No human right is more important than any other
This December 10 is Human Rights Day, which is celebrated around the world. Every country should guarantee them.
"All rights weigh equally; the absence of one can disable the ability to exercise all of them," said Mario Luis Fuentes Alcalá, researcher of the University Program for Development Studies (PUED) of the UNAM, after pointing out that the only way to ensure inalienable guarantees is with the inclusion of all of them. The also holder of the Extraordinary Chair "Trafficking in Persons" at UNAM, exemplified that the right to education cannot be greater than the right to health, or to be protected against illness and death.
Nor can the right to a world without violence, with peace and security be higher than the right to a world without violence, with peace and security, in such a way that the absence of any of these guarantees can disqualify the others because they are interdependent, and one of their principles is progressiveness; in other words, one derives from the other, he pointed out on the occasion of Human Rights Day, which is commemorated on December 10.

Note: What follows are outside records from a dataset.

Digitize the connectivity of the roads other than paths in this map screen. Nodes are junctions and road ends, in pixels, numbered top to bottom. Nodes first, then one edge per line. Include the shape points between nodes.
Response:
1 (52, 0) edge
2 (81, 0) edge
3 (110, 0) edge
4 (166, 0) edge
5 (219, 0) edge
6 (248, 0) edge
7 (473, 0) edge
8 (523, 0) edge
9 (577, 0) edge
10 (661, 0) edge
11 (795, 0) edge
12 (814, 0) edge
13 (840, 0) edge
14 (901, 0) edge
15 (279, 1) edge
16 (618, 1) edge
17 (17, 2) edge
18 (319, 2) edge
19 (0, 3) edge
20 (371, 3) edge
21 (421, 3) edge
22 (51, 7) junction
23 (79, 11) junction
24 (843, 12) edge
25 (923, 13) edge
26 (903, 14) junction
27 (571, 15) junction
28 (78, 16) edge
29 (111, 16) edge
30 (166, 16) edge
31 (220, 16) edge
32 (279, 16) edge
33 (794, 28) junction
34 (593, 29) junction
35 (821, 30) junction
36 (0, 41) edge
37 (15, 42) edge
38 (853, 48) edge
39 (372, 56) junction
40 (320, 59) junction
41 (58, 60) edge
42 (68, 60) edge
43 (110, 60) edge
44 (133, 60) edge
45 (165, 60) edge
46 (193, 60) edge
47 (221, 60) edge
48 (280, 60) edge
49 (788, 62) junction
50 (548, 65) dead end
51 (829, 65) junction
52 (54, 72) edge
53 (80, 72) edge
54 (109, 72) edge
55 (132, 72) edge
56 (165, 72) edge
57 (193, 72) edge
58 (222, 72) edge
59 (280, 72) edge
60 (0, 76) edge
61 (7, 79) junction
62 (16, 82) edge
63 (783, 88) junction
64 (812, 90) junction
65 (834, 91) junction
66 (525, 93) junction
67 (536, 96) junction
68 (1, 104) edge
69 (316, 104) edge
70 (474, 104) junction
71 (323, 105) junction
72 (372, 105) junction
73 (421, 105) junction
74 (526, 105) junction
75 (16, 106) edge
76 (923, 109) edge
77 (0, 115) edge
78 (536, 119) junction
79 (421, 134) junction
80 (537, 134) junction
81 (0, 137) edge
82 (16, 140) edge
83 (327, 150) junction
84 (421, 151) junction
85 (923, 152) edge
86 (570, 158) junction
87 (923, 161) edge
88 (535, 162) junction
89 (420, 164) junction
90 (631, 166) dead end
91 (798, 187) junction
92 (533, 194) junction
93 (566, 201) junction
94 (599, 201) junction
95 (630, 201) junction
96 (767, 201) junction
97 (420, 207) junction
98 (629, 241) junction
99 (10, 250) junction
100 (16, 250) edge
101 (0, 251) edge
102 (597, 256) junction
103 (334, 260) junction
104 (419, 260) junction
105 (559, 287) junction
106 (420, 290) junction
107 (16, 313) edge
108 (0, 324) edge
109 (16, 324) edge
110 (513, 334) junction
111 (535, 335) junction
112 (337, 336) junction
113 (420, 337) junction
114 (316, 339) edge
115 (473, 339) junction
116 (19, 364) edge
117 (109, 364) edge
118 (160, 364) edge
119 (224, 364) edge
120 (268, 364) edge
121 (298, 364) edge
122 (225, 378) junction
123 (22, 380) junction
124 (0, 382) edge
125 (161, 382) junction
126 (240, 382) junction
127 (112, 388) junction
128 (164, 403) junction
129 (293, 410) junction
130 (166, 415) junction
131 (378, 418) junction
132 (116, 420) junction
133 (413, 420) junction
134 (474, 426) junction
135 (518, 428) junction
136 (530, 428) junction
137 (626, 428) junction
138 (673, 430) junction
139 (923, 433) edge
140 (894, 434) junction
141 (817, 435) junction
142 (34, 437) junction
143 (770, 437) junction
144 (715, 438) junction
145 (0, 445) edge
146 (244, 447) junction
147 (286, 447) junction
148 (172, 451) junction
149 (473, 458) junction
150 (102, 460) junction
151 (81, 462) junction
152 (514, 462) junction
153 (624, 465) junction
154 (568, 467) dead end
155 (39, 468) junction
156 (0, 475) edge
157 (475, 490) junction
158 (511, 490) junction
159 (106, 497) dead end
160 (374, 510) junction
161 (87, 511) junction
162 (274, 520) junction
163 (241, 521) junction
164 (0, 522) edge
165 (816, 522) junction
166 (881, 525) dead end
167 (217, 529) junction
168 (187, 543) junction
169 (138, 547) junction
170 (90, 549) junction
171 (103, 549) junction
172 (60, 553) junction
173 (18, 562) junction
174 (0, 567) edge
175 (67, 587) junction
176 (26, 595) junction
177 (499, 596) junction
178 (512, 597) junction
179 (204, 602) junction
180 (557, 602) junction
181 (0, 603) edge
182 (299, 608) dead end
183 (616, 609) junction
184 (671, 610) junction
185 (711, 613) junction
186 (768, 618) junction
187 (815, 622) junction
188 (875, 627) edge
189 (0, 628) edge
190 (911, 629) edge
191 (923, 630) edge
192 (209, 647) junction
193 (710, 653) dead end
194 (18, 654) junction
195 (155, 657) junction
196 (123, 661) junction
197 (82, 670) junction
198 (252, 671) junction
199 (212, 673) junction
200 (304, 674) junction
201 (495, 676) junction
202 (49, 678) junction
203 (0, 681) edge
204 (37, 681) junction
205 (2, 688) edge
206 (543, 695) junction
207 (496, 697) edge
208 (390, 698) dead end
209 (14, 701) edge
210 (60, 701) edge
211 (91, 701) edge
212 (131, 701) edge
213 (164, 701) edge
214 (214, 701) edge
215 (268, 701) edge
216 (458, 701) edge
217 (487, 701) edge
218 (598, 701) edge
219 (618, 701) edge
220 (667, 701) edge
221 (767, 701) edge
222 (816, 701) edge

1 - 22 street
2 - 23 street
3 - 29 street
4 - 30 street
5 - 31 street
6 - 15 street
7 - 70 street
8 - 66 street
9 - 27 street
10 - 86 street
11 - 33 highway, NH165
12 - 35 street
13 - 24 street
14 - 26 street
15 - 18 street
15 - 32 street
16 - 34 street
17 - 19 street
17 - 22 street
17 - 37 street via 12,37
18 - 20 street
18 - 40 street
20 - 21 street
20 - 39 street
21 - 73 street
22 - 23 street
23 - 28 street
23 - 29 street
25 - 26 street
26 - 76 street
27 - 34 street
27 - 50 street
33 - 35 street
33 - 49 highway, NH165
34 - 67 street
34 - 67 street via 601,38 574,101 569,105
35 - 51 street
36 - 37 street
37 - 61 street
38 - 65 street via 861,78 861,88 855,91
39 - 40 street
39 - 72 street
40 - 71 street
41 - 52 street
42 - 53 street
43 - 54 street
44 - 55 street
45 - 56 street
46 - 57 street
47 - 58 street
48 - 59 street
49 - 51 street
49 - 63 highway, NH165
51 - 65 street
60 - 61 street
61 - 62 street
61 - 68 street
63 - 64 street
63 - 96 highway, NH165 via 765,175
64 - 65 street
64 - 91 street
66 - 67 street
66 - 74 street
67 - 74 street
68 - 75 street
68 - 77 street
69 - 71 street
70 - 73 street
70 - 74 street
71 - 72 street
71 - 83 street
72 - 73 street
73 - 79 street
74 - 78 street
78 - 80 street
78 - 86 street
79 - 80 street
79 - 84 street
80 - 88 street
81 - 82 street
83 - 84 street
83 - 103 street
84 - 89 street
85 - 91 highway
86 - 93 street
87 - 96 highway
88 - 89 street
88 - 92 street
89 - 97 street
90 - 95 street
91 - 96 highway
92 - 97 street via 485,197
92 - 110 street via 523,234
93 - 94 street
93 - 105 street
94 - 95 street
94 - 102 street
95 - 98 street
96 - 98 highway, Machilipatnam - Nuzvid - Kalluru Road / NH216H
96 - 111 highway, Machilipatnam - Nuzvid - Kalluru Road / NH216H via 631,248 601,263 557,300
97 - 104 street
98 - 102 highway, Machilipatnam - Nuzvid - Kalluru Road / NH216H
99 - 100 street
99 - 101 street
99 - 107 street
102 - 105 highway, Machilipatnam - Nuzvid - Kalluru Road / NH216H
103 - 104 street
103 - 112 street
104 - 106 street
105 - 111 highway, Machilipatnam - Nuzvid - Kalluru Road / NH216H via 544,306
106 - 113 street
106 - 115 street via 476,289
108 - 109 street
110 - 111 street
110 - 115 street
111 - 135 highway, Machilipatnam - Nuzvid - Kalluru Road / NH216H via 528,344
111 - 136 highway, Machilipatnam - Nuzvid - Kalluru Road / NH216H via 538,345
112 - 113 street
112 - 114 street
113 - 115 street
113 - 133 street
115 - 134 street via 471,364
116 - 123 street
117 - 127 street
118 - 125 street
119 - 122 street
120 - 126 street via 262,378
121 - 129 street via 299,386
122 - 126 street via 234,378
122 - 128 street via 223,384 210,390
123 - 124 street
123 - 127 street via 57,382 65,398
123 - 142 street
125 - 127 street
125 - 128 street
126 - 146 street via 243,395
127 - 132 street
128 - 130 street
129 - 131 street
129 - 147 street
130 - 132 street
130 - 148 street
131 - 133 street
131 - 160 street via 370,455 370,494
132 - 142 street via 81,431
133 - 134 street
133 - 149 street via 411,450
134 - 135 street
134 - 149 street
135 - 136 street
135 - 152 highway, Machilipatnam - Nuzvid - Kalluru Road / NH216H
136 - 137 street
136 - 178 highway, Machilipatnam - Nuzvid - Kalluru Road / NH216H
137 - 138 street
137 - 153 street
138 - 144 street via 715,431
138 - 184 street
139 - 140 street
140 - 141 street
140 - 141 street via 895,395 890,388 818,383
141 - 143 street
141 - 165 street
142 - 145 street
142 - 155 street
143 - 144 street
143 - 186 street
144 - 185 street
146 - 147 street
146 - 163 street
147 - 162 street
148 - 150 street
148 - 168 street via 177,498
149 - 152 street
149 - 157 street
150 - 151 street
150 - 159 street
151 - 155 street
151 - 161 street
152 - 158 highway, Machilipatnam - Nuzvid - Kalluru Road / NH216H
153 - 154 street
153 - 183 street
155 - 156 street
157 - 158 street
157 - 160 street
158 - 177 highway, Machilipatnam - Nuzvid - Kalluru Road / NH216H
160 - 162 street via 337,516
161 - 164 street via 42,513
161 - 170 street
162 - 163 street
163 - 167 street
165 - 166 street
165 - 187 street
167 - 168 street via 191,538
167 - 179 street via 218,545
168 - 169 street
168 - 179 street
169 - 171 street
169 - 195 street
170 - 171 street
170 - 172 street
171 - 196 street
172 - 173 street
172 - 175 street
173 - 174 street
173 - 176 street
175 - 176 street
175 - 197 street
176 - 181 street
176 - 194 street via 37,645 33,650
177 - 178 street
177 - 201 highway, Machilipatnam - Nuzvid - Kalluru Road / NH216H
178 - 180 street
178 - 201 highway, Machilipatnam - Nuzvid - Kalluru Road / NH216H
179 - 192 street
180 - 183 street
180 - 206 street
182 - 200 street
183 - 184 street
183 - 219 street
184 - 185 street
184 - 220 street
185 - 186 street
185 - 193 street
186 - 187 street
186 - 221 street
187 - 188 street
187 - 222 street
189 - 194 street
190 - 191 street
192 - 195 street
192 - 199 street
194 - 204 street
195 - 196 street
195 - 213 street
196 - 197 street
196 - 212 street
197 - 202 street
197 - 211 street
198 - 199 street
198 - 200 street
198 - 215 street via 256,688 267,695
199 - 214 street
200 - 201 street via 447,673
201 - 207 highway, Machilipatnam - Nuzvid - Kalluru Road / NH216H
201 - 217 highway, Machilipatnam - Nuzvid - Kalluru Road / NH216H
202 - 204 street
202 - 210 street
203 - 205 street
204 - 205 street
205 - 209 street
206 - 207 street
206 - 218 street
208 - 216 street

The also academic of the Faculty of Political and Social Sciences (FCPyS), assured that the country has, from the first article of the Magna Carta, the obligation to guarantee and recognize the prerogatives inherent to each individual: universal, interdependent, and with the referred progressivity. "We must not fall into the trap that one group is before another, but obviously girls, women, people with disabilities, the elderly, have our attention; we must have a horizon that the only way to guarantee human rights is with the insertion of all," he stressed.
Referring to women, the university academic stressed that during the health emergency, "they have seen their ability to exercise their rights increasingly broken", due to the requirement to stay at home, take care of their children and the sick; in addition, they had to absorb the drop in income, which also had an impact on the youngest women.
Challenges
Mario Luis Fuentes Alcalá, also President of the Board of Trustees of the University Board of Trustees of UNAM, said that universities have a greater mandate: to work and fight so that in Mexico all rights are in force for everyone. "I believe that this is the deepest meaning of the university effort, not only to demand compliance but to try to do what is necessary so that the State guarantees them," he concluded.
It should be noted that this commemoration is celebrated every December 10, the day on which, in 1948, the United Nations General Assembly adopted the Universal Declaration of Human Rights (UDHR).
The Universal Declaration of Human Rights is a historic document that proclaims the inalienable guarantees to which every person is entitled as a human being, regardless of race, color, religion, sex, language, political or another opinion, national or social origin, property, birth or another status. It is available in more than 500 languages and is the most widely translated document in the world.